Cloud-based services and applications benefit organizations in many ways, including increased flexibility and cost savings. As more business processes and workflows become data-driven, companies are prioritizing cloud migrations. Relying on additional servers and onsite space for data storage and retrieval isn’t practical.
Onsite data management is less scalable with increases in volume and frequent shifts in how employees use and access information. IT staff often don’t have the resources to keep up with an expanding array of hardware. More equipment also means performing additional maintenance, finding ways to make it all sync, and locating enough space to house it.
However, movement away from on-premise models to cloud or hybrid setups also impacts data teams. Both roles and responsibilities within these groups change when companies move to cloud-based solutions. Below are some of the more significant ways cloud migrations affect data teams.

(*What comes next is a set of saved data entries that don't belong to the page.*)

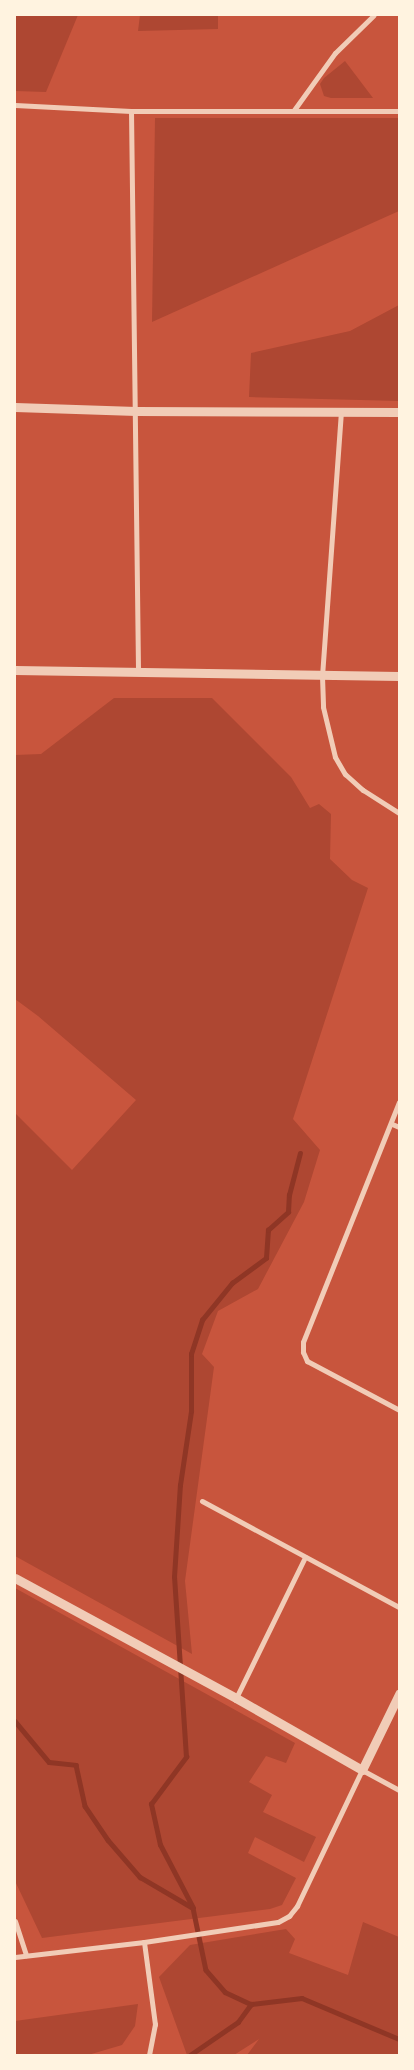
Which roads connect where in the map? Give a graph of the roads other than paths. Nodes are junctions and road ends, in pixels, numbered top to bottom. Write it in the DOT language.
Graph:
graph roads {
  1 [pos="374,15"];
  2 [pos="15,106"];
  3 [pos="294,110"];
  4 [pos="399,110"];
  5 [pos="131,111"];
  6 [pos="15,407"];
  7 [pos="136,411"];
  8 [pos="341,412"];
  9 [pos="399,412"];
  10 [pos="15,670"];
  11 [pos="138,670"];
  12 [pos="322,676"];
  13 [pos="399,676"];
  14 [pos="399,813"];
  15 [pos="399,1102"];
  16 [pos="392,1124"];
  17 [pos="399,1127"];
  18 [pos="399,1410"];
  19 [pos="202,1501"];
  20 [pos="305,1558"];
  21 [pos="15,1578"];
  22 [pos="399,1607"];
  23 [pos="399,1694"];
  24 [pos="236,1698"];
  25 [pos="362,1770"];
  26 [pos="399,1790"];
  27 [pos="15,1921"];
  28 [pos="144,1942"];
  29 [pos="26,1955"];
  30 [pos="15,1957"];
  31 [pos="150,2055"];
  1 -- 3 [label="street"];
  2 -- 5 [label="street"];
  3 -- 4 [label="street"];
  3 -- 5 [label="street"];
  5 -- 7 [label="street"];
  6 -- 7 [label="street"];
  7 -- 8 [label="street"];
  7 -- 11 [label="street"];
  8 -- 9 [label="street"];
  8 -- 12 [label="street"];
  10 -- 11 [label="street"];
  11 -- 12 [label="street"];
  12 -- 13 [label="street"];
  12 -- 14 [label="street"];
  15 -- 16 [label="street"];
  16 -- 17 [label="street"];
  16 -- 18 [label="street"];
  19 -- 20 [label="street"];
  20 -- 22 [label="street"];
  20 -- 24 [label="street"];
  21 -- 24 [label="street"];
  23 -- 25 [label="street"];
  24 -- 25 [label="street"];
  25 -- 26 [label="street"];
  25 -- 28 [label="street"];
  27 -- 29 [label="street"];
  28 -- 29 [label="street"];
  28 -- 31 [label="street"];
  29 -- 30 [label="street"];
}
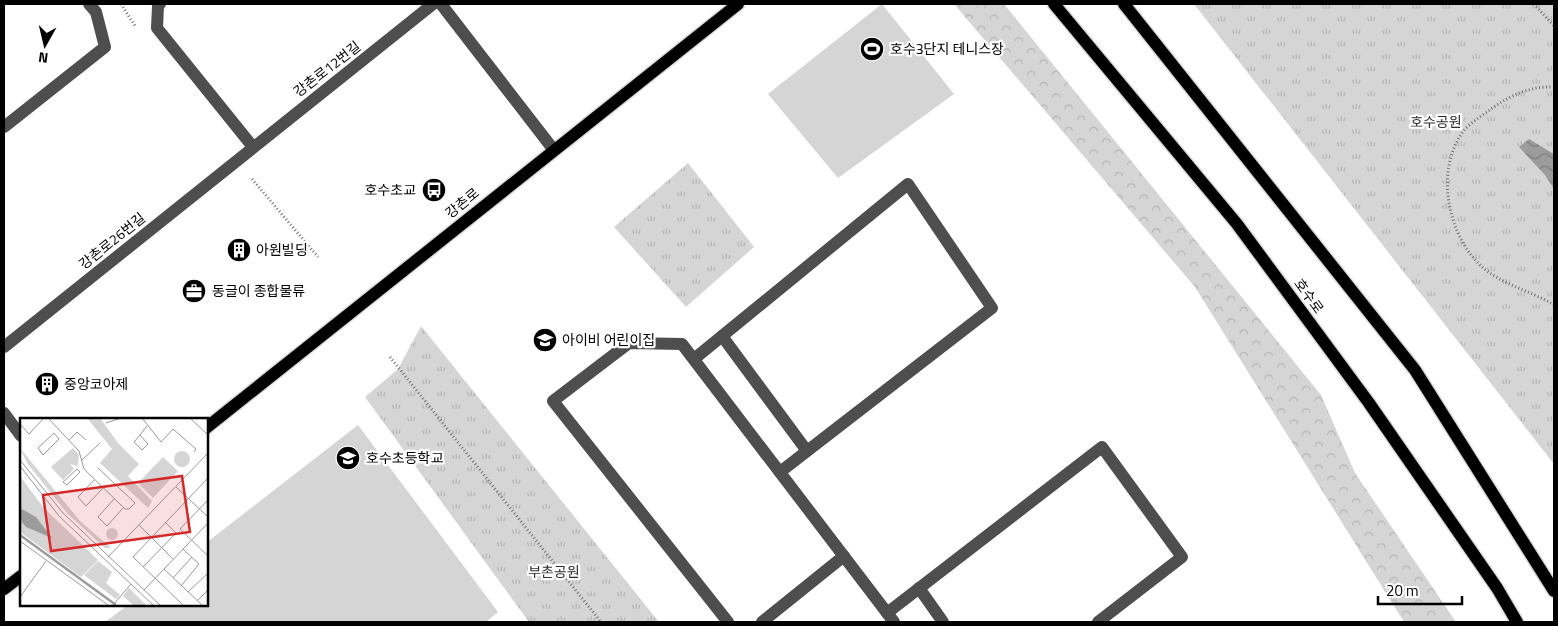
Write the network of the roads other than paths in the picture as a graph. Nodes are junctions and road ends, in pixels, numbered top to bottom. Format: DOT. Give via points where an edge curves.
graph roads {
  1 [pos="89,4"];
  2 [pos="433,4"];
  3 [pos="441,4"];
  4 [pos="738,4"];
  5 [pos="1054,4"];
  6 [pos="1124,4"];
  7 [pos="159,5"];
  8 [pos="4,127"];
  9 [pos="253,147"];
  10 [pos="553,149"];
  11 [pos="239,158"];
  12 [pos="722,336"];
  13 [pos="4,347"];
  14 [pos="694,359"];
  15 [pos="4,413"];
  16 [pos="208,426"];
  17 [pos="20,435"];
  18 [pos="806,451"];
  19 [pos="780,472"];
  20 [pos="844,556"];
  21 [pos="20,577"];
  22 [pos="919,588"];
  23 [pos="4,589"];
  24 [pos="1554,592"];
  25 [pos="891,618"];
  26 [pos="728,622"];
  27 [pos="762,622"];
  28 [pos="942,622"];
  29 [pos="1098,622"];
  30 [pos="1517,622"];
  1 -- 8 [label="street" via="96,12 105,47"];
  2 -- 9 [label="street, 강촌로12번길"];
  3 -- 10 [label="street"];
  4 -- 10 [label="main road, 강촌로"];
  5 -- 30 [label="main road, 호수로" via="1237,224 1374,411 1497,588"];
  6 -- 24 [label="main road" via="1415,370"];
  7 -- 9 [label="street" via="157,28"];
  9 -- 11 [label="street, 강촌로12번길"];
  10 -- 16 [label="main road, 강촌로"];
  11 -- 13 [label="street, 강촌로26번길"];
  12 -- 14 [label="street"];
  12 -- 18 [label="street"];
  12 -- 18 [label="street" via="908,184 992,308"];
  14 -- 19 [label="street"];
  14 -- 26 [label="street" via="682,344 629,343 553,402"];
  15 -- 17 [label="street"];
  18 -- 19 [label="street"];
  19 -- 20 [label="street"];
  20 -- 25 [label="street"];
  20 -- 27 [label="street"];
  21 -- 23 [label="main road"];
  22 -- 25 [label="street"];
  22 -- 28 [label="street"];
  22 -- 29 [label="street" via="1102,447 1182,557"];
}
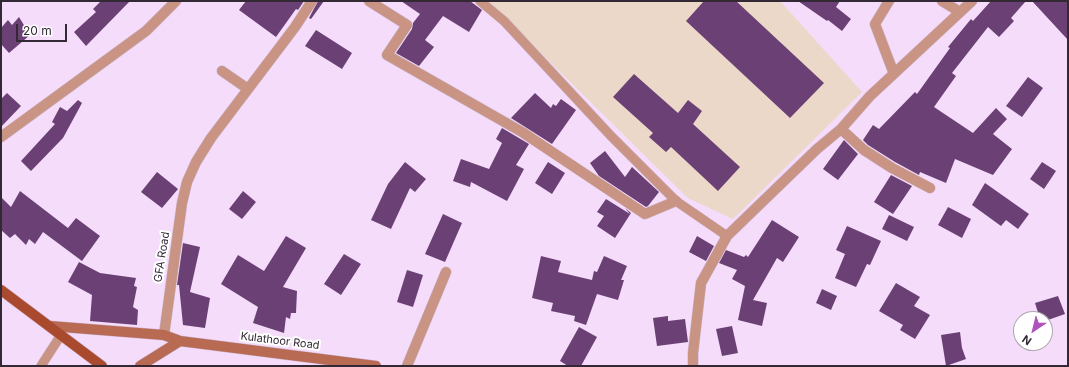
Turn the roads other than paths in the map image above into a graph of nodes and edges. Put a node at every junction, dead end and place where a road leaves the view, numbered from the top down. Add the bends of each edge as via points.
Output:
1 (176, 1) edge
2 (312, 1) edge
3 (369, 1) edge
4 (480, 1) edge
5 (889, 1) edge
6 (942, 1) edge
7 (972, 1) edge
8 (960, 12) junction
9 (222, 71) dead end
10 (894, 74) junction
11 (248, 89) junction
12 (841, 129) junction
13 (1, 137) edge
14 (930, 188) dead end
15 (676, 201) junction
16 (727, 236) junction
17 (446, 272) dead end
18 (1, 290) edge
19 (50, 326) junction
20 (61, 335) junction
21 (164, 335) junction
22 (180, 341) junction
23 (41, 366) edge
24 (102, 366) edge
25 (140, 366) edge
26 (376, 366) edge
27 (407, 366) edge
28 (693, 366) edge

1 - 13 street via 146,31
2 - 11 street, GFA Road
3 - 15 street via 407,25 386,55 522,132 645,214
4 - 15 lane via 504,21 611,136
5 - 10 street via 875,24
6 - 8 street
7 - 8 street
8 - 10 street
9 - 11 street
10 - 12 street via 870,96
11 - 21 street, GFA Road via 211,138 186,182
12 - 14 street via 864,150
12 - 16 street
15 - 16 lane
16 - 28 street via 701,283
17 - 27 street
18 - 19 main road
19 - 20 main road
19 - 21 main road, Kulathoor Road
20 - 23 lane
20 - 24 main road
21 - 22 main road, Kulathoor Road
22 - 25 main road
22 - 26 main road, Kulathoor Road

1. More Platforms and Tools to Learn and Understand
A cloud-based data pipeline often involves several data processing applications, web-based tools, and storage solutions. Data teams might view and interact with information through online tools and dashboards. However, these applications aren’t usually the powerhouses behind pipelines. The information data teams see, enter, and pull actually comes from database management systems and server- or storage-based apps.
While all these systems, applications, and platforms work together to create pipelines, they can use various algorithms and data models. Information that’s fed into a customer relationship management platform might originate from or pass through multiple sources and processing apps. Some records might show up with errors or not at all during the process. The complexities and data structure variances involved are usually invisible to humans and hard to understand.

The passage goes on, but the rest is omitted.